[Provided data — start]

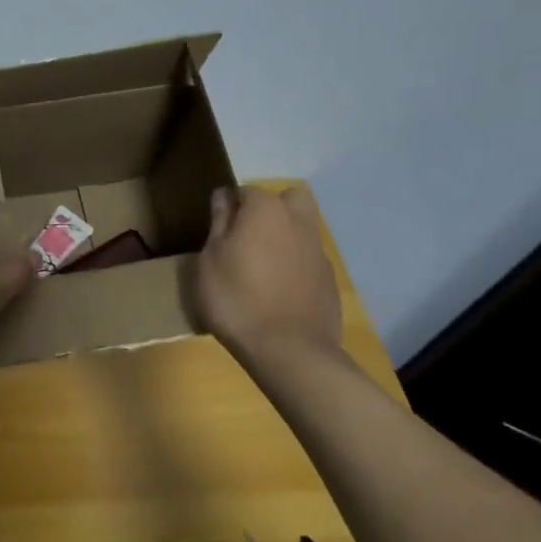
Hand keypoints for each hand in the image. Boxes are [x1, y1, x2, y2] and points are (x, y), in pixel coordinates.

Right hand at [198, 186, 345, 362]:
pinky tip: (279, 292)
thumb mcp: (211, 260)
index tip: (217, 231)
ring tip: (261, 268)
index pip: (246, 190)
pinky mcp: (330, 280)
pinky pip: (309, 259)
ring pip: (302, 228)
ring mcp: (318, 251)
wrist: (289, 351)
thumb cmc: (236, 298)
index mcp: (266, 210)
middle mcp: (299, 221)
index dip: (230, 207)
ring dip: (284, 237)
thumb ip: (219, 222)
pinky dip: (295, 265)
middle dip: (271, 208)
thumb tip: (224, 195)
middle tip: (248, 236)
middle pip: (289, 198)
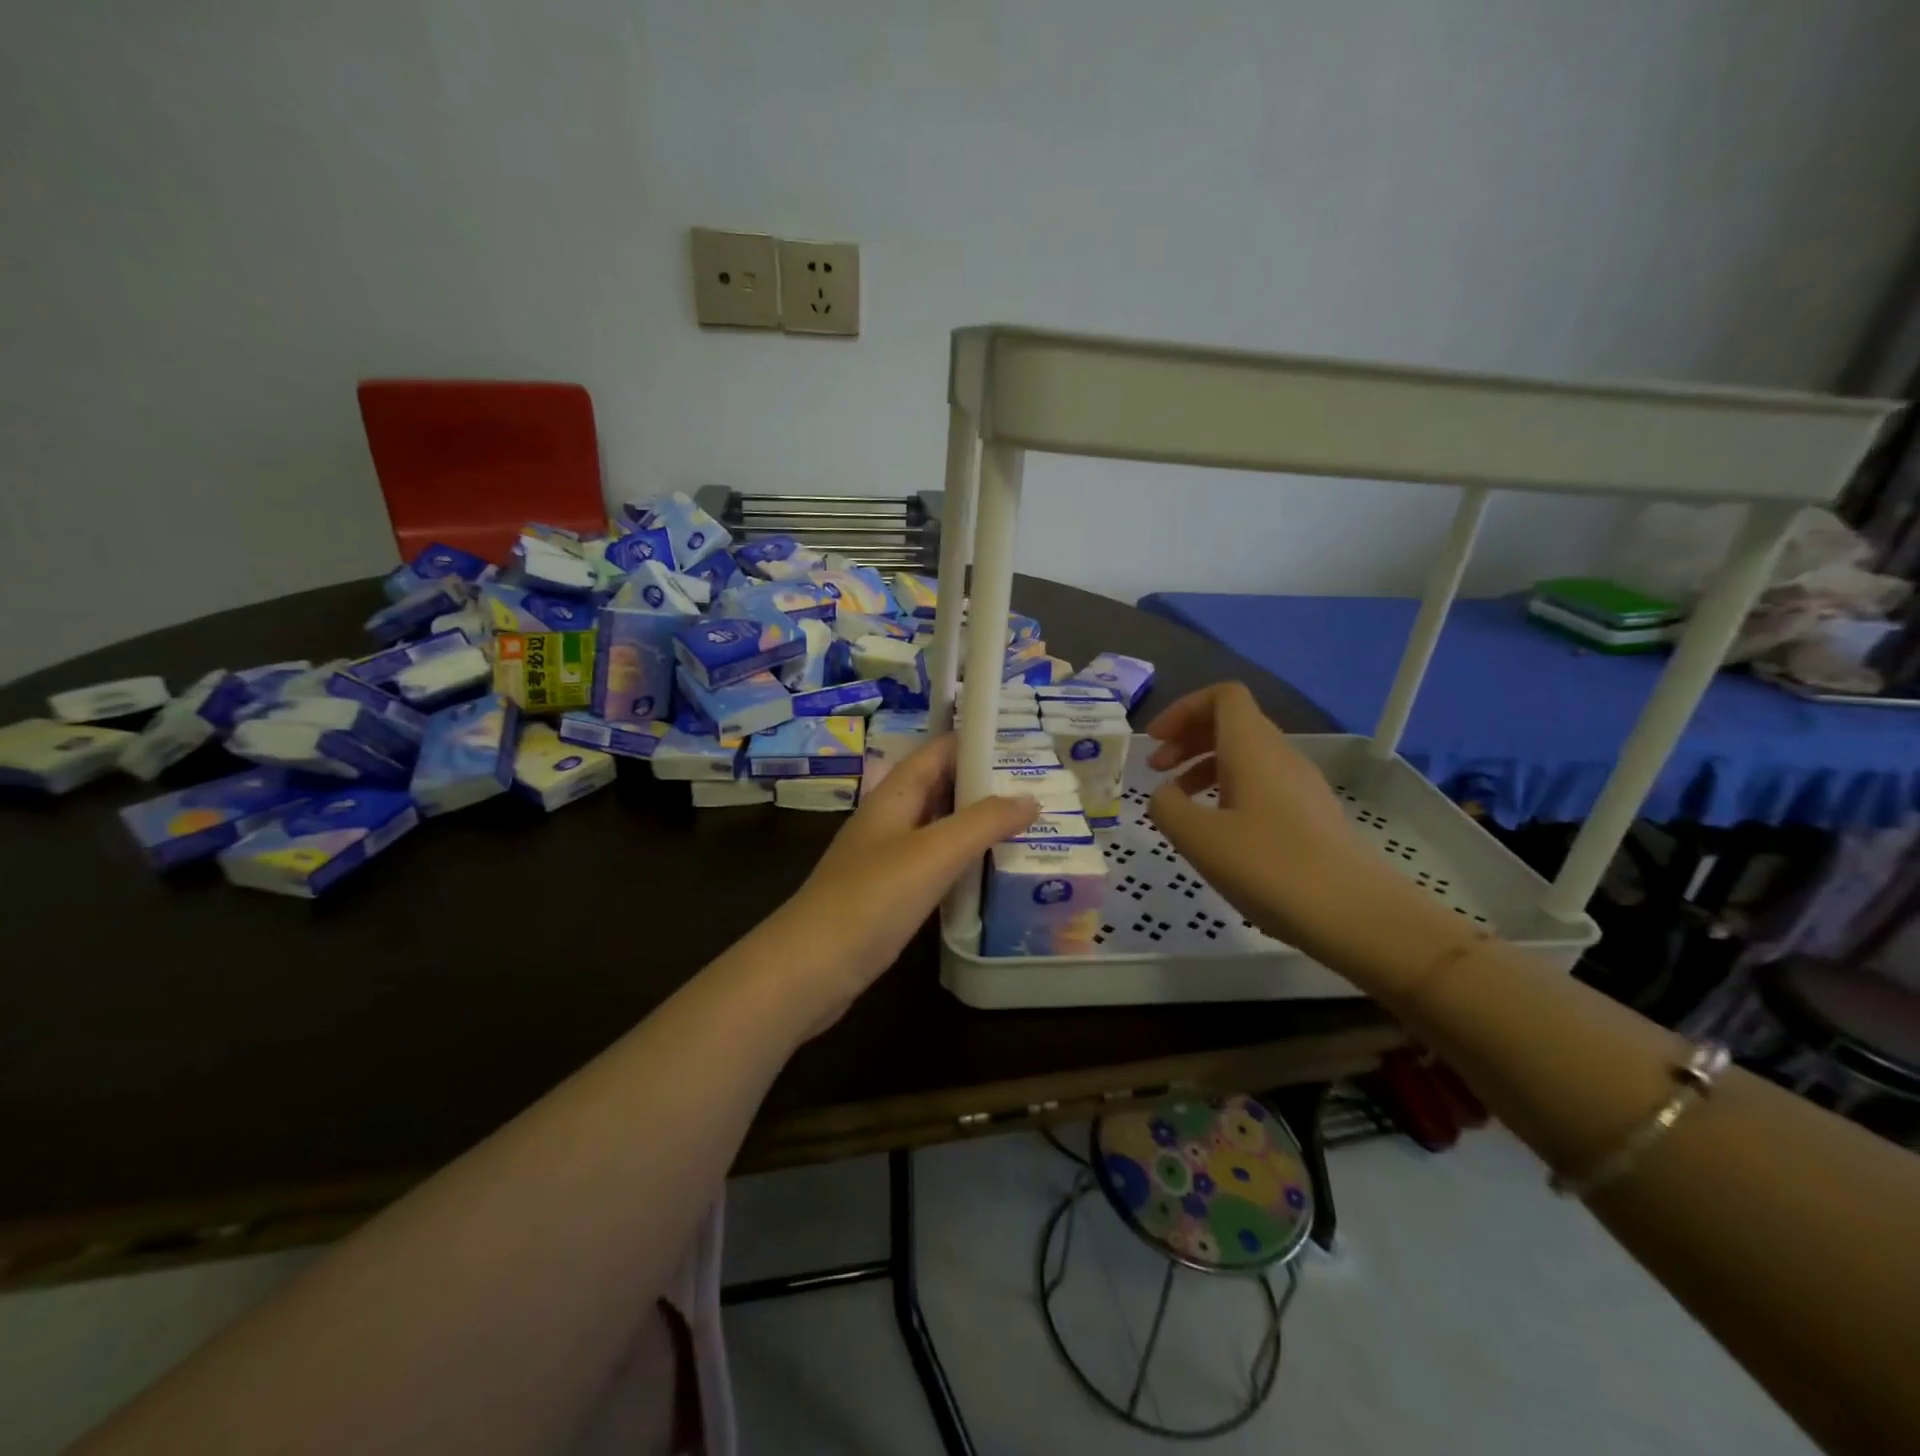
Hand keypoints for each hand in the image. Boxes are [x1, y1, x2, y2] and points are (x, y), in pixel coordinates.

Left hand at [764, 734, 1037, 1028]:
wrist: (811, 968)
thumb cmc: (872, 898)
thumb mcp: (935, 853)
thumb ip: (984, 822)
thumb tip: (1030, 798)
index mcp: (894, 795)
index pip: (939, 751)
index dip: (977, 742)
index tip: (1025, 743)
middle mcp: (890, 819)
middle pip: (941, 786)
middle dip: (985, 784)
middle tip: (1040, 787)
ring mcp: (887, 858)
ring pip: (939, 827)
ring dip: (976, 824)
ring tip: (1028, 825)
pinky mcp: (889, 894)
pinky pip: (934, 864)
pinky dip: (963, 860)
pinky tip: (991, 872)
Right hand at [1144, 682, 1462, 992]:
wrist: (1358, 915)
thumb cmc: (1271, 868)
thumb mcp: (1199, 839)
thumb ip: (1167, 808)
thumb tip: (1164, 795)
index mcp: (1253, 748)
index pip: (1223, 696)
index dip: (1183, 709)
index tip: (1155, 741)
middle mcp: (1280, 756)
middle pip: (1232, 723)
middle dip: (1188, 738)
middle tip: (1156, 769)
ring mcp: (1301, 786)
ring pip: (1246, 756)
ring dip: (1205, 767)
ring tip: (1179, 803)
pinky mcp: (1310, 816)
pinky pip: (1261, 784)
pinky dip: (1228, 791)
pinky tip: (1217, 831)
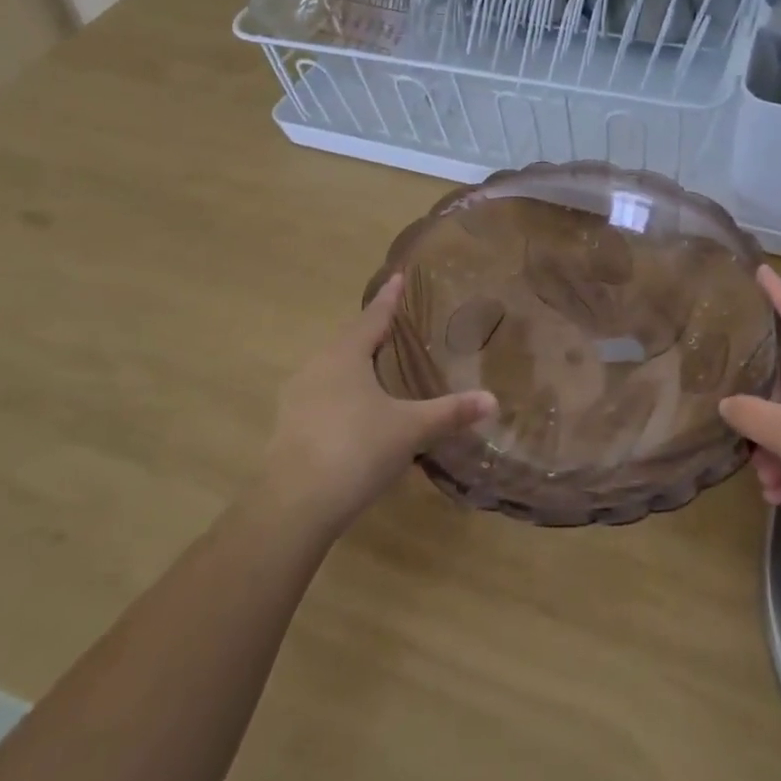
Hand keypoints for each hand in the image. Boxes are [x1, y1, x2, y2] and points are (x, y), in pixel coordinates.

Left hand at [261, 275, 495, 533]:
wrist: (294, 504)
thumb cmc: (357, 450)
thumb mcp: (411, 430)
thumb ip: (450, 412)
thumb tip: (493, 399)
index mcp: (345, 355)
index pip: (373, 317)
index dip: (388, 298)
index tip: (397, 276)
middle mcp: (317, 366)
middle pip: (348, 339)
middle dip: (370, 330)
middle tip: (393, 323)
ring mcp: (297, 396)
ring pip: (331, 367)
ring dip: (353, 362)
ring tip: (375, 365)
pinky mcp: (288, 425)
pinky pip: (320, 394)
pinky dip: (341, 391)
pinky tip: (354, 409)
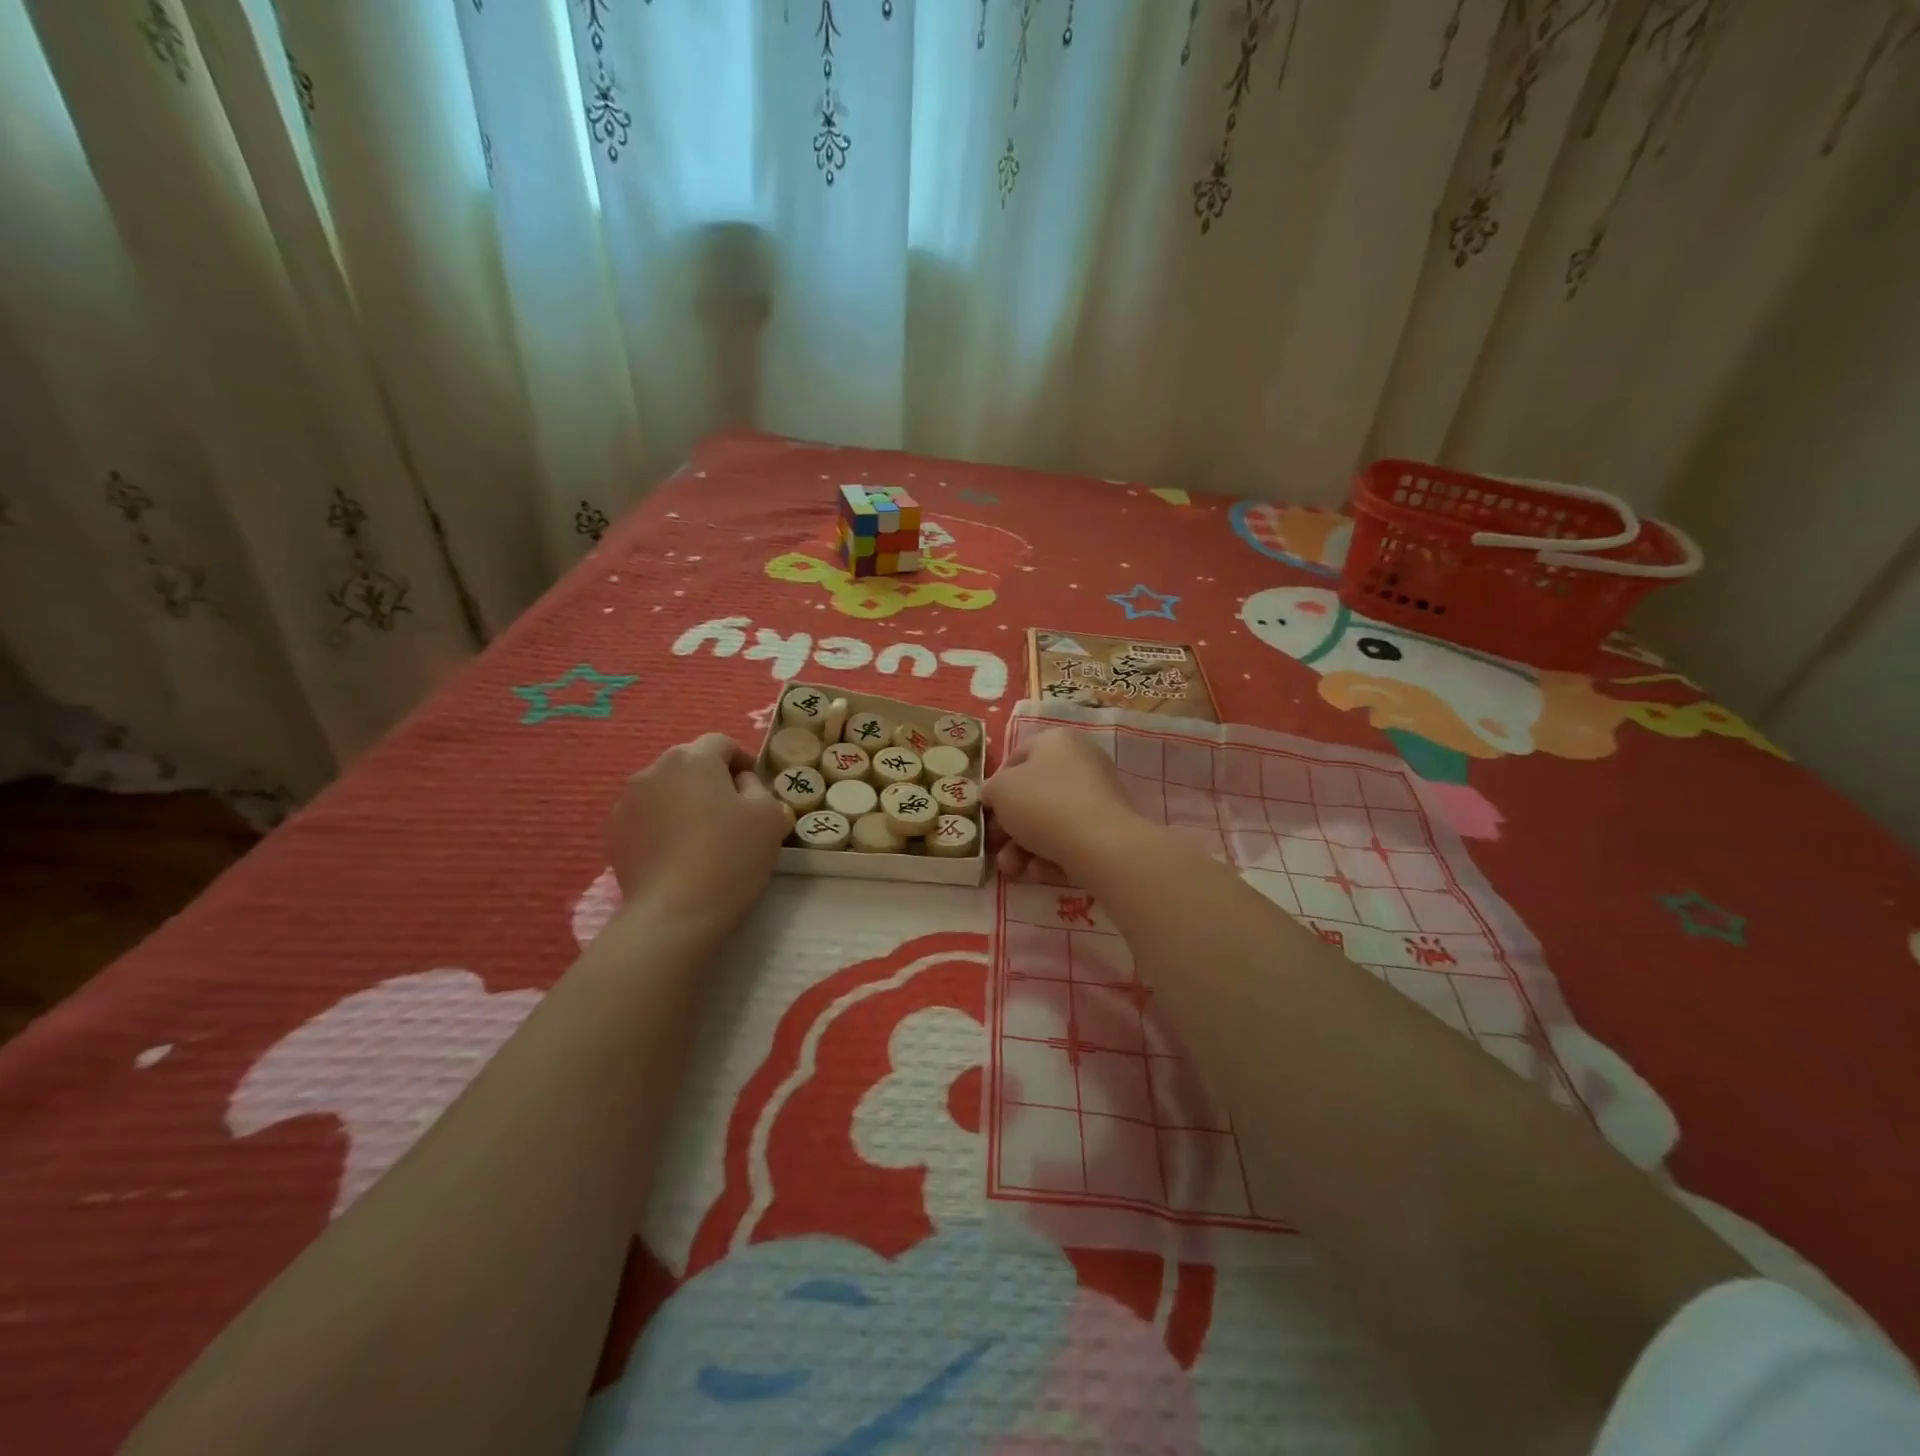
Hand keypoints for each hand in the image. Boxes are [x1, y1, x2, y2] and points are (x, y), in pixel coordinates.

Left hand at [607, 734, 790, 929]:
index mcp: (693, 758)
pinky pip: (647, 818)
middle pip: (690, 764)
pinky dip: (663, 826)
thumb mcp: (770, 816)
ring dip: (684, 802)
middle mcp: (654, 770)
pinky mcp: (614, 834)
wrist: (675, 912)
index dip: (743, 761)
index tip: (757, 789)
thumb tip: (742, 785)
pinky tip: (678, 854)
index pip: (722, 743)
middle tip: (733, 812)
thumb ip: (760, 789)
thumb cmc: (730, 855)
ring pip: (665, 790)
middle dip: (711, 780)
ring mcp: (627, 802)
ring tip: (703, 835)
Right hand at [983, 728, 1145, 881]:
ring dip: (1023, 849)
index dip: (995, 787)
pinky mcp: (1107, 830)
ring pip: (1049, 823)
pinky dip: (1051, 856)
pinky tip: (1041, 871)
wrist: (1099, 845)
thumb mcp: (1000, 790)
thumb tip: (994, 797)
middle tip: (994, 848)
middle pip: (1032, 796)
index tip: (986, 812)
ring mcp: (1097, 798)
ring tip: (1012, 869)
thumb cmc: (1042, 804)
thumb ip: (991, 790)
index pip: (1016, 759)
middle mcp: (1081, 763)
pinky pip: (1069, 841)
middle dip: (1008, 828)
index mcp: (1057, 741)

[Provided data — finish]

Among the lines of the data, which ones contain the word "wrist"? Show them.

**Reply:**
wrist: (289, 351)
wrist: (811, 968)
wrist: (1358, 915)
wrist: (294, 504)
wrist: (675, 912)
wrist: (1099, 845)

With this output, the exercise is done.